■ Stored items from a collection:
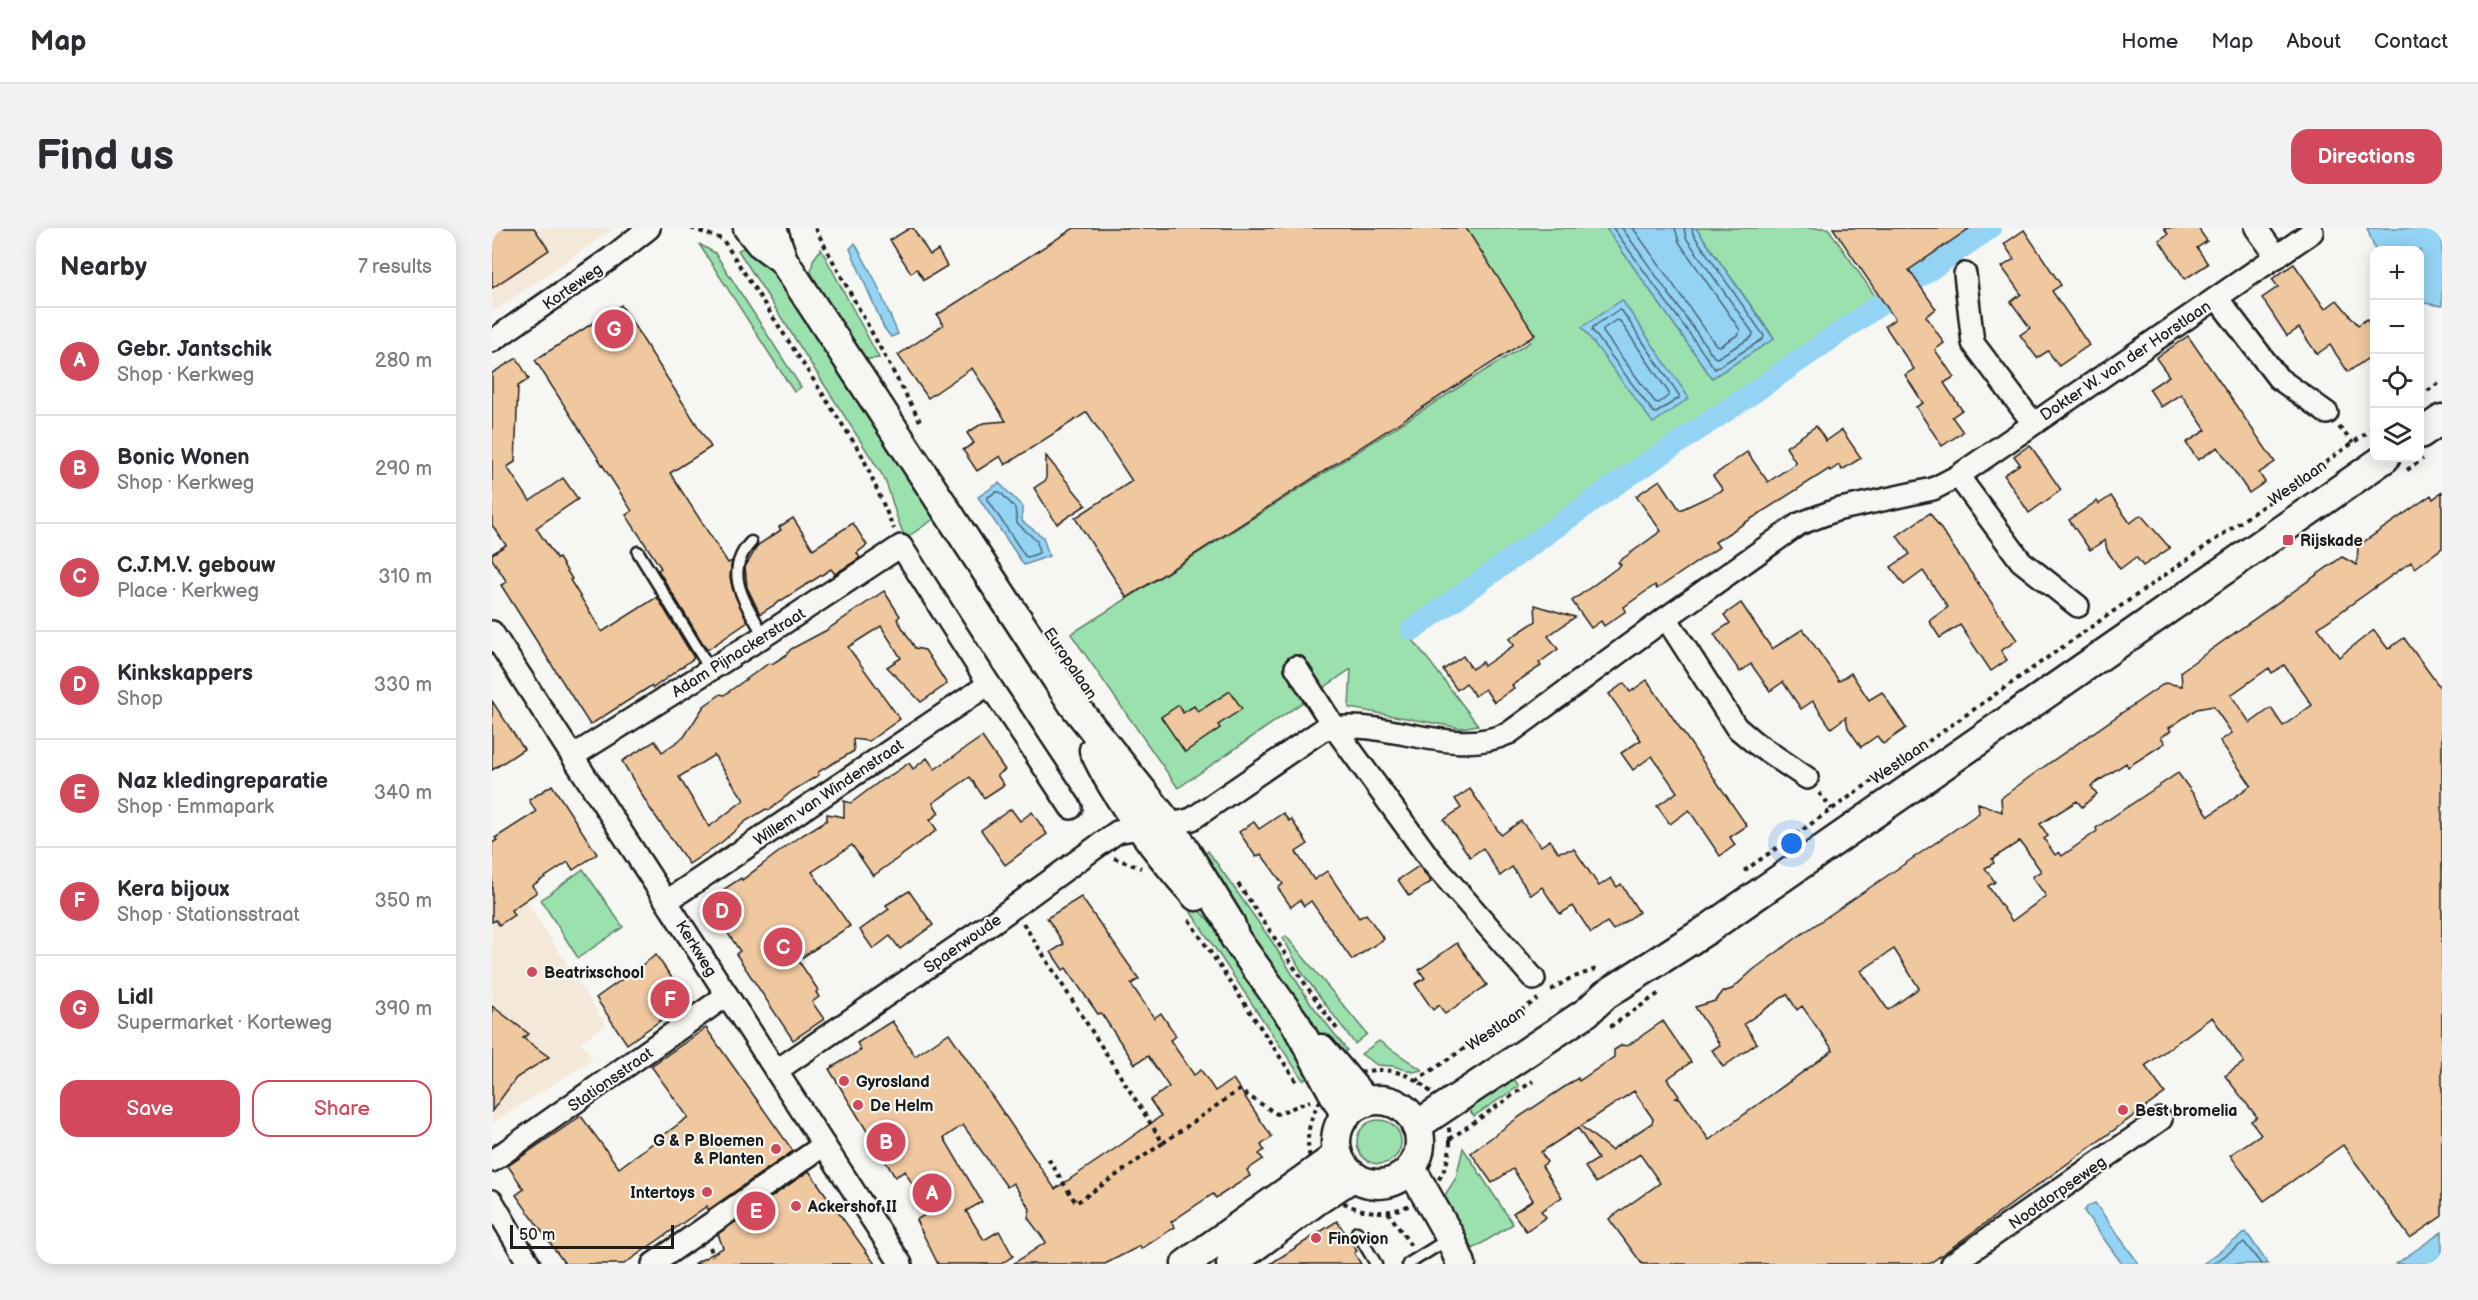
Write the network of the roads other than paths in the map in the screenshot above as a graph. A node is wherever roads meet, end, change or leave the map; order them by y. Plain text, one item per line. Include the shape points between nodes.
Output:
1 (649, 228) edge
2 (748, 228) edge
3 (772, 228) edge
4 (2256, 228) edge
5 (2312, 232) dead end
6 (2277, 257) junction
7 (783, 260) junction
8 (1965, 274) dead end
9 (2217, 298) junction
10 (492, 341) edge
11 (2327, 413) dead end
12 (2442, 419) edge
13 (2033, 423) junction
14 (2424, 431) edge
15 (2379, 462) edge
16 (1958, 476) junction
17 (751, 542) dead end
18 (638, 552) dead end
19 (2078, 606) dead end
20 (1666, 618) junction
21 (492, 632) edge
22 (764, 636) junction
23 (1296, 667) dead end
24 (710, 669) junction
25 (988, 684) junction
26 (1334, 727) junction
27 (573, 756) junction
28 (1807, 778) dead end
29 (1071, 808) dead end
30 (1154, 826) junction
31 (667, 900) junction
32 (1534, 979) dead end
33 (727, 995) junction
34 (776, 1071) junction
35 (1356, 1109) junction
36 (1411, 1119) junction
37 (2161, 1119) dead end
38 (824, 1145) junction
39 (492, 1161) edge
40 (1346, 1166) junction
41 (1401, 1175) junction
42 (492, 1201) edge
43 (1357, 1232) dead end
44 (1446, 1252) edge
45 (529, 1264) edge
46 (653, 1264) edge
47 (902, 1264) edge
48 (1186, 1264) edge
49 (1231, 1264) edge
50 (1377, 1264) edge
51 (1408, 1264) edge
52 (1952, 1264) edge

1 - 10 street, Korteweg
2 - 7 main road, Europalaan
3 - 7 main road, Europalaan
4 - 6 street
5 - 6 street, Dokter W. van der Horstlaan
6 - 9 street, Dokter W. van der Horstlaan
7 - 30 main road, Europalaan
8 - 13 street, Dokter W. van der Horstlaan via 1973,343
9 - 11 street, Dokter W. van der Horstlaan via 2278,378
9 - 13 street, Dokter W. van der Horstlaan
12 - 14 main road
13 - 16 street, Dokter W. van der Horstlaan
15 - 36 main road, Westlaan via 1708,929 1605,995 1587,1012
16 - 19 street via 2021,561
16 - 20 street, Dokter W. van der Horstlaan via 1933,489 1799,524
17 - 22 lane via 736,565 738,585
18 - 24 lane
20 - 26 street, Dokter W. van der Horstlaan via 1497,738 1468,743
20 - 28 street via 1736,727
21 - 27 street, Kerkweg
22 - 24 street, Adam Pijnackerstraat
22 - 25 street, Adam Pijnackerstraat via 902,546
23 - 26 street
24 - 27 street, Adam Pijnackerstraat
25 - 29 street
25 - 31 street, Willem van Windenstraat
26 - 30 street, Dokter W. van der Horstlaan via 1308,738 1192,819
26 - 32 street via 1432,862
27 - 31 street, Kerkweg
30 - 34 street, Spaerwoude via 1118,832 1099,844
30 - 35 main road, Europalaan via 1230,922 1235,938 1296,1024 1338,1067
31 - 33 street, Kerkweg
33 - 34 street, Kerkweg
33 - 39 street, Stationsstraat
34 - 38 street, Kerkweg
35 - 36 main road via 1384,1101
35 - 40 main road via 1337,1135
36 - 41 main road via 1419,1148
37 - 52 street, Nootdorpseweg
38 - 46 street
38 - 47 street, Kerkweg
40 - 41 main road via 1372,1183
40 - 48 main road via 1314,1172
40 - 49 main road via 1316,1201
41 - 44 main road
42 - 45 street
43 - 50 lane
44 - 51 lane

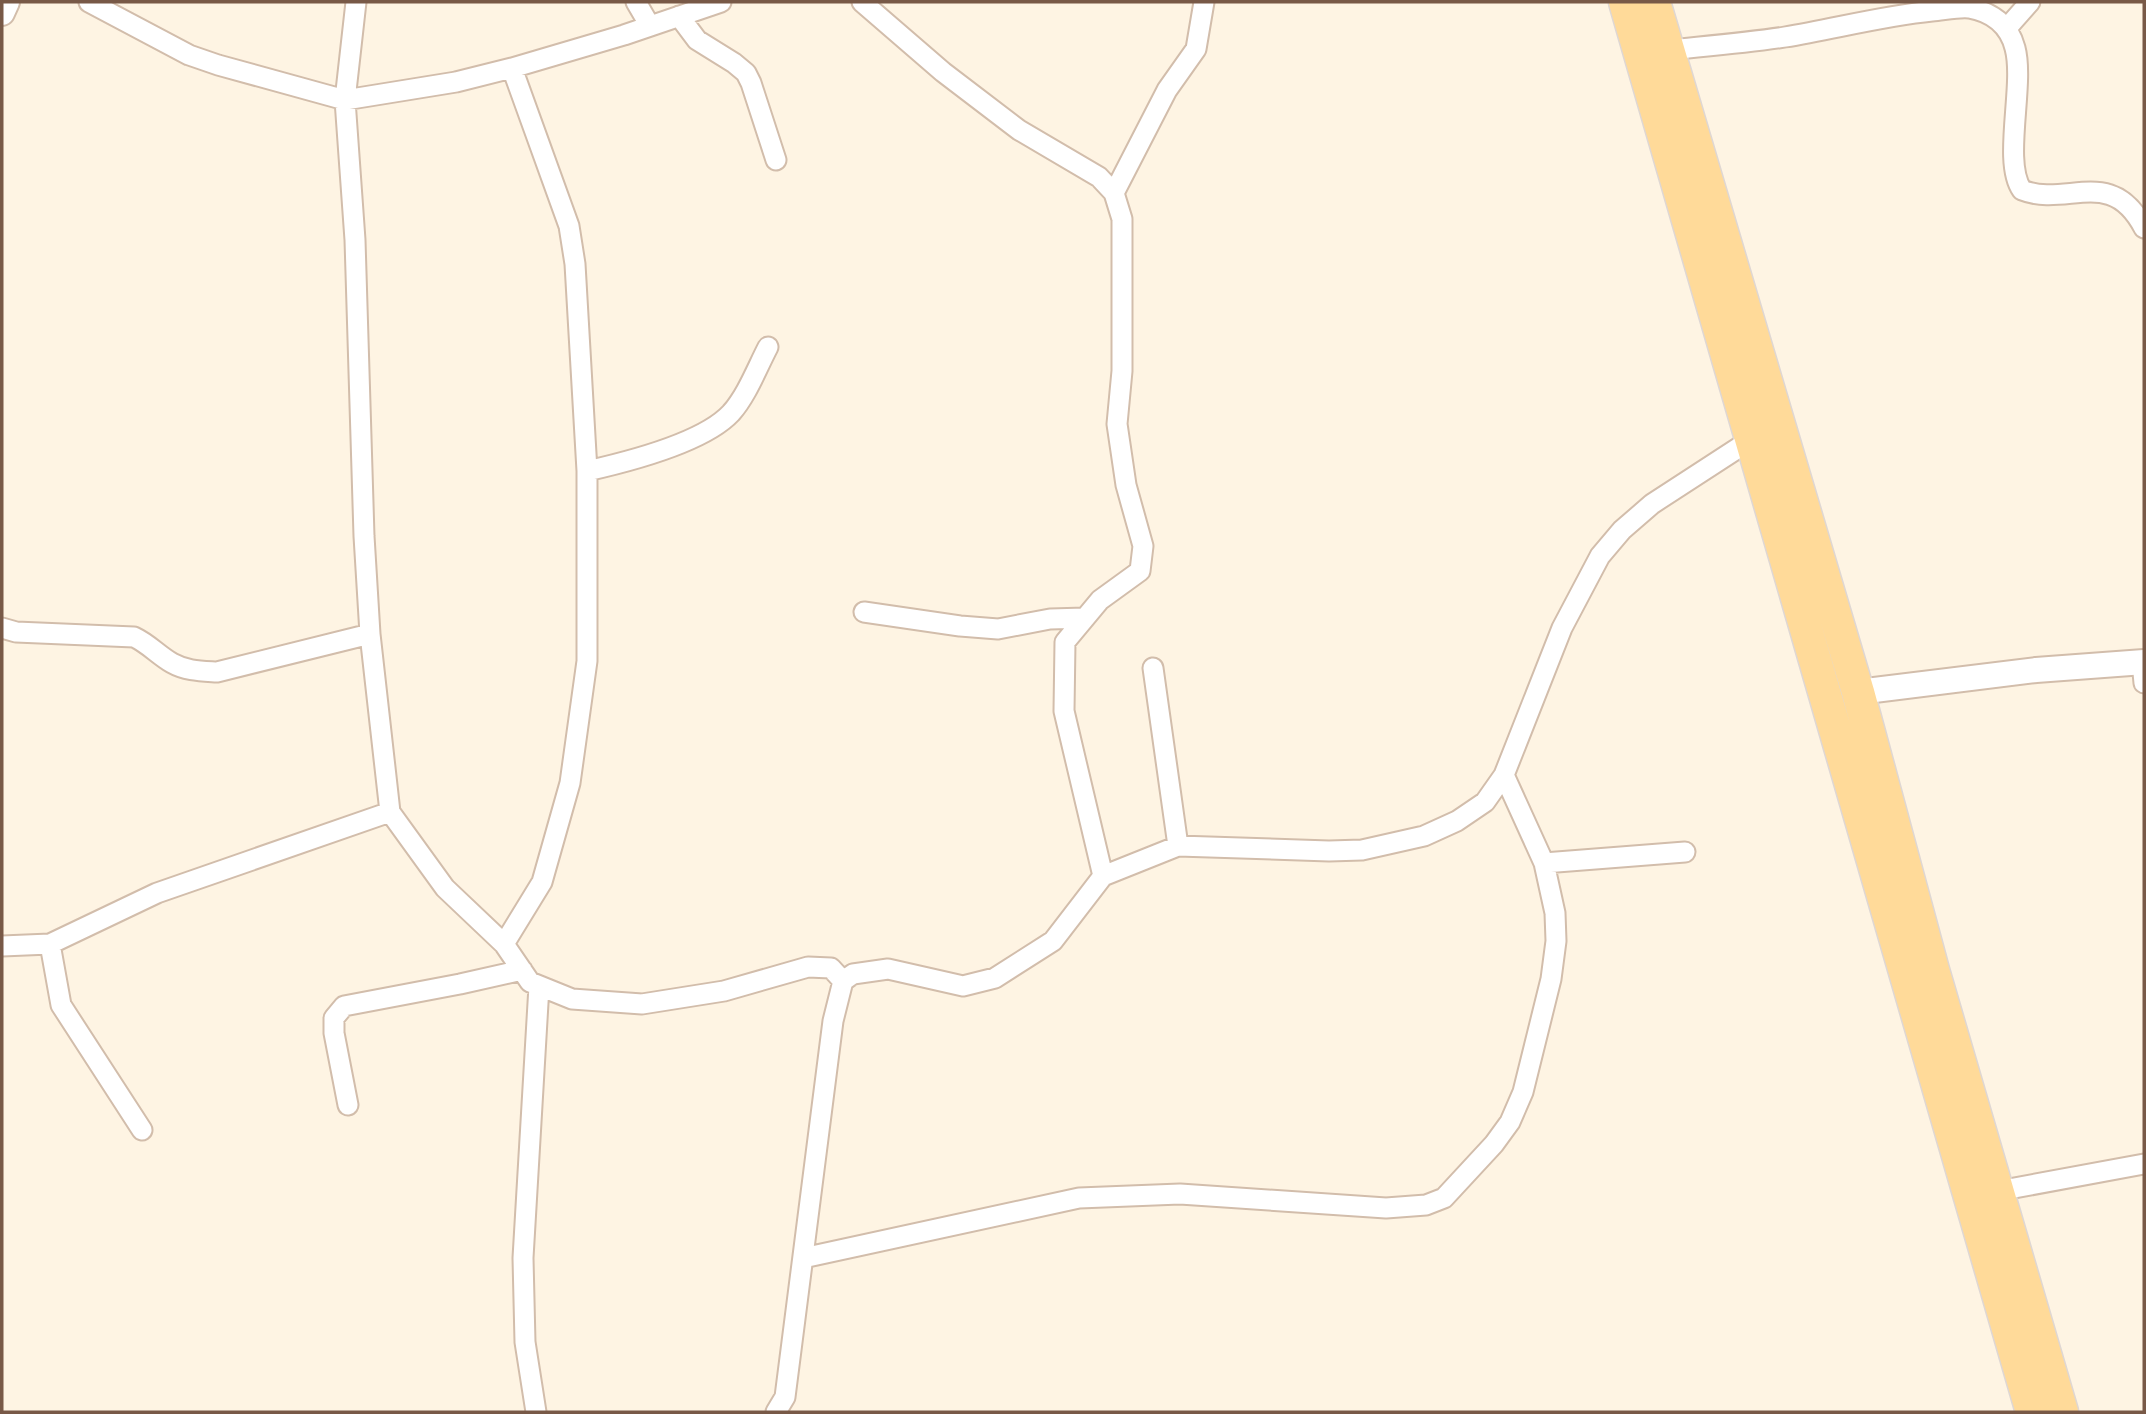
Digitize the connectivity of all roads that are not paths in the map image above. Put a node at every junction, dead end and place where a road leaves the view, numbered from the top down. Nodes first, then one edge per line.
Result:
1 (7, 2) edge
2 (89, 2) edge
3 (356, 2) edge
4 (636, 2) edge
5 (721, 2) edge
6 (862, 2) edge
7 (1204, 2) edge
8 (1625, 2) edge
9 (1654, 2) edge
10 (2031, 2) edge
11 (2, 13) edge
12 (680, 16) junction
13 (650, 26) junction
14 (2007, 28) junction
15 (1668, 50) junction
16 (512, 68) junction
17 (345, 100) junction
18 (776, 160) dead end
19 (1114, 192) junction
20 (2142, 217) edge
21 (768, 347) dead end
22 (1752, 439) junction
23 (587, 471) junction
24 (864, 612) dead end
25 (1085, 618) junction
26 (2, 628) edge
27 (370, 634) junction
28 (1153, 668) dead end
29 (2144, 669) edge
30 (1858, 692) junction
31 (1504, 775) junction
32 (390, 812) junction
33 (1178, 846) junction
34 (1685, 852) dead end
35 (1544, 863) junction
36 (1103, 876) junction
37 (50, 944) junction
38 (503, 944) junction
39 (2, 946) edge
40 (522, 970) junction
41 (843, 981) junction
42 (540, 986) junction
43 (348, 1105) dead end
44 (142, 1130) dead end
45 (2144, 1164) edge
46 (1998, 1191) junction
47 (803, 1258) junction
48 (536, 1412) edge
49 (776, 1412) edge
50 (2032, 1412) edge
51 (2062, 1412) edge

1 - 11 street
2 - 17 street
3 - 17 street
4 - 13 street
5 - 12 street
6 - 19 street
7 - 19 street
8 - 22 main road
9 - 15 main road
10 - 14 street
12 - 13 street
12 - 18 street
13 - 16 street
14 - 15 street
14 - 20 street
15 - 30 main road
16 - 17 street
16 - 23 street
17 - 27 street
19 - 25 street
21 - 23 street
22 - 31 street
22 - 50 main road
23 - 38 street
24 - 25 street
25 - 36 street
26 - 27 street
27 - 32 street
28 - 33 street
29 - 30 street
30 - 46 main road
31 - 33 street
31 - 35 street
32 - 37 street
32 - 38 street
33 - 36 street
34 - 35 street
35 - 47 street
36 - 41 street
37 - 39 street
37 - 44 street
38 - 40 street
40 - 42 street
40 - 43 street
41 - 42 street
41 - 47 street
42 - 48 street
45 - 46 street
46 - 51 main road
47 - 49 street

■ The task: The answer should be all lines from the entries above that hold the word "roads".

■ Answer below:
Write the network of the roads other than paths in the map in the screenshot above as a graph. A node is wherever roads meet, end, change or leave the map; order them by y. Plain text, one item per line. Include the shape points between nodes.
Digitize the connectivity of all roads that are not paths in the map image above. Put a node at every junction, dead end and place where a road leaves the view, numbered from the top down. Nodes first, then one edge per line.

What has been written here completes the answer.